An especially important personal attribute that can remain strong in the moderate to severe stages of dementia is the ability to have spiritual experiences and retain religious perspectives. It is vital, therefore, that care partners as well as the larger community continue to recognize and support the spiritual/religious dimensions that are important to persons diagnosed. Doing so would add not only to the spiritual life of the person diagnosed and provide meaningful emotional and personal sustenance, but provide the same as well to those deemed healthy in his or her midst.
References
Epps, F. and Williams, I.C. 2018. The importance of religiosity to the well-being of African-American older adults living with dementia. Journal of Applied Gerontology, 1-21. DOI: 10.1177/0733464818820773. Journals.sagepub.com/home/jag
Kitwood, T. 1998. Dementia Reconsidered: The Person Comes First. Open University Press: Buckingham.

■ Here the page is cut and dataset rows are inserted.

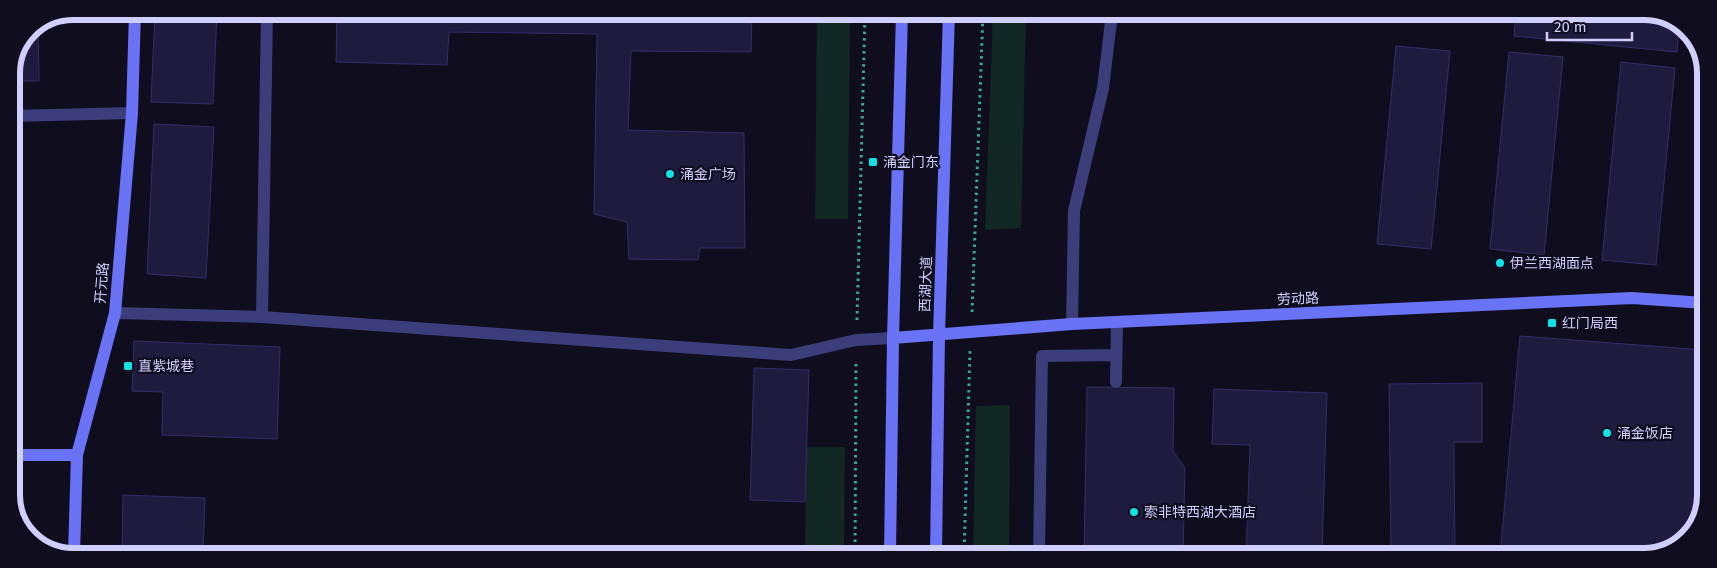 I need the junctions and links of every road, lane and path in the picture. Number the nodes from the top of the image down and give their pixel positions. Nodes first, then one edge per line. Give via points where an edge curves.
1 (135, 20) edge
2 (267, 20) edge
3 (865, 20) edge
4 (902, 20) edge
5 (949, 20) edge
6 (983, 20) edge
7 (1111, 20) edge
8 (132, 113) junction
9 (20, 116) edge
10 (1697, 303) edge
11 (115, 313) junction
12 (262, 317) junction
13 (1117, 322) junction
14 (1072, 324) junction
15 (971, 332) junction
16 (939, 335) junction
17 (893, 338) junction
18 (856, 340) junction
19 (1116, 355) junction
20 (1116, 382) dead end
21 (20, 455) edge
22 (77, 456) junction
23 (74, 548) edge
24 (855, 548) edge
25 (890, 548) edge
26 (936, 548) edge
27 (964, 548) edge
28 (1039, 548) edge

1 - 8 street, 开元路
2 - 12 street
3 - 18 path
4 - 17 street
5 - 16 street, 西湖大道
6 - 15 path
7 - 14 street via 1103,88 1074,211
8 - 9 street
8 - 11 street, 开元路
10 - 13 street, 劳动路 via 1632,298
11 - 12 street
11 - 22 street, 开元路
12 - 18 street via 792,355
13 - 14 street, 劳动路
13 - 19 street
14 - 15 street, 劳动路
15 - 16 street, 劳动路
15 - 27 path
16 - 17 street, 劳动路
16 - 26 street, 西湖大道
17 - 18 street
17 - 25 street
18 - 24 path
19 - 20 street
19 - 28 street via 1042,356
21 - 22 street
22 - 23 street, 开元路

Koenig, H.G. 2015. Religion, spirituality, and health: A review and update. Advances in Mind-Body Medicine, 29 (3), 19-26.
Sabat, S.R. 2001. The Experience of Alzheimer’s Disease: Life Through a Tangled Veil. Blackwell: Oxford.
Sabat, S.R. 2018. Alzheimer’s Disease and Dementia: What Everyone Needs to Know. Oxford University Press: New York.
Snyder, L. 2003. Satisfactions and challenges in spiritual faith and practice for persons with dementia. Dementia: The International Journal of Social Research and Practice, 2 (3), 299-313.
Snyder, L. 2009. Speaking Our Minds: What it’s Like to Have Alzheimer’s (revised edition). Health Professions Press: Baltimore, MD.